Dataset entries:
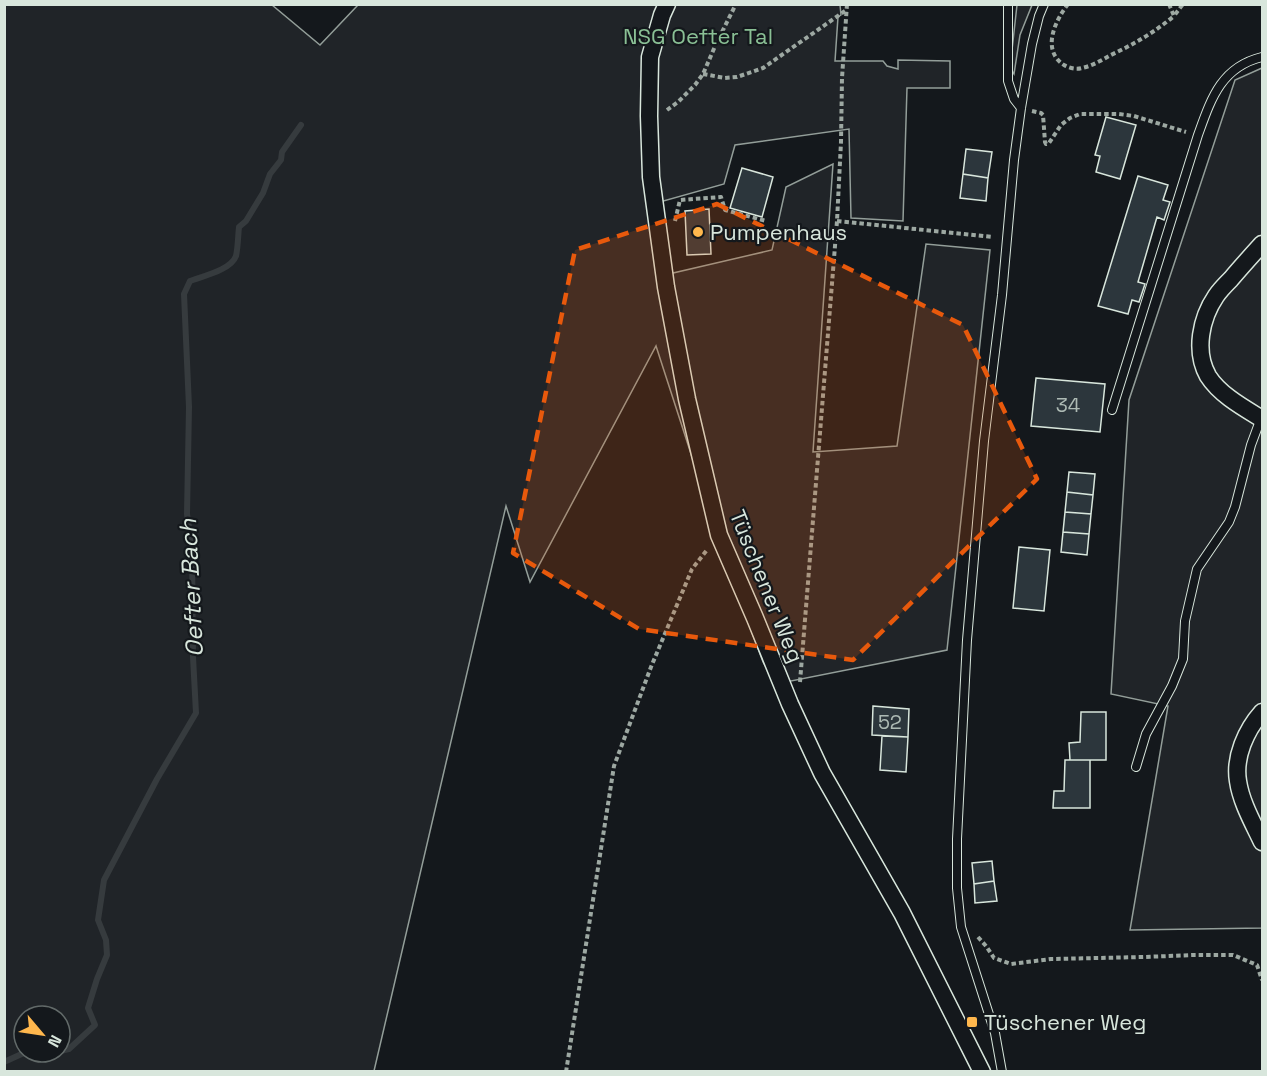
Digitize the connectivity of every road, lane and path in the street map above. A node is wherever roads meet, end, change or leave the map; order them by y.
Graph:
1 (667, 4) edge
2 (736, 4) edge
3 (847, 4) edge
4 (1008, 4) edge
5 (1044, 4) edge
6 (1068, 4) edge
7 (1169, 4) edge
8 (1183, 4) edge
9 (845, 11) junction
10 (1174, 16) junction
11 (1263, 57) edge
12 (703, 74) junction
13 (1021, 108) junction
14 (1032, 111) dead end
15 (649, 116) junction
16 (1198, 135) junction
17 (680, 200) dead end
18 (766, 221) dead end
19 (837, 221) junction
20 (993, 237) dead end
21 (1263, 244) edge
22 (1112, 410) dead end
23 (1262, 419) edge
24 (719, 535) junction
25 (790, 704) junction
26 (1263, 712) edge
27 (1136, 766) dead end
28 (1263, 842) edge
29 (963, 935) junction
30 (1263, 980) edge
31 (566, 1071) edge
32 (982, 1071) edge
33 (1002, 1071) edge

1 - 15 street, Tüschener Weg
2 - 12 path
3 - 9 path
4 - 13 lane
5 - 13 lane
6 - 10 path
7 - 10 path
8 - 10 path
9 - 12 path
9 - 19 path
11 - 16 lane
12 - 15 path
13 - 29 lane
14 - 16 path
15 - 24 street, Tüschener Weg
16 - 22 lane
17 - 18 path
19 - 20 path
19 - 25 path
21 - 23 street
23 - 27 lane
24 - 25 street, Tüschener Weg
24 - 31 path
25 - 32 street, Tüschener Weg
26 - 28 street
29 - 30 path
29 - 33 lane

▶ _Your assignment_: When the word "street" shows up in a line of the entries, pull that line out.

▶ _Completed task_:
Digitize the connectivity of every road, lane and path in the street map above. A node is wherever roads meet, end, change or leave the map; order them by y.
1 - 15 street, Tüschener Weg
15 - 24 street, Tüschener Weg
21 - 23 street
24 - 25 street, Tüschener Weg
25 - 32 street, Tüschener Weg
26 - 28 street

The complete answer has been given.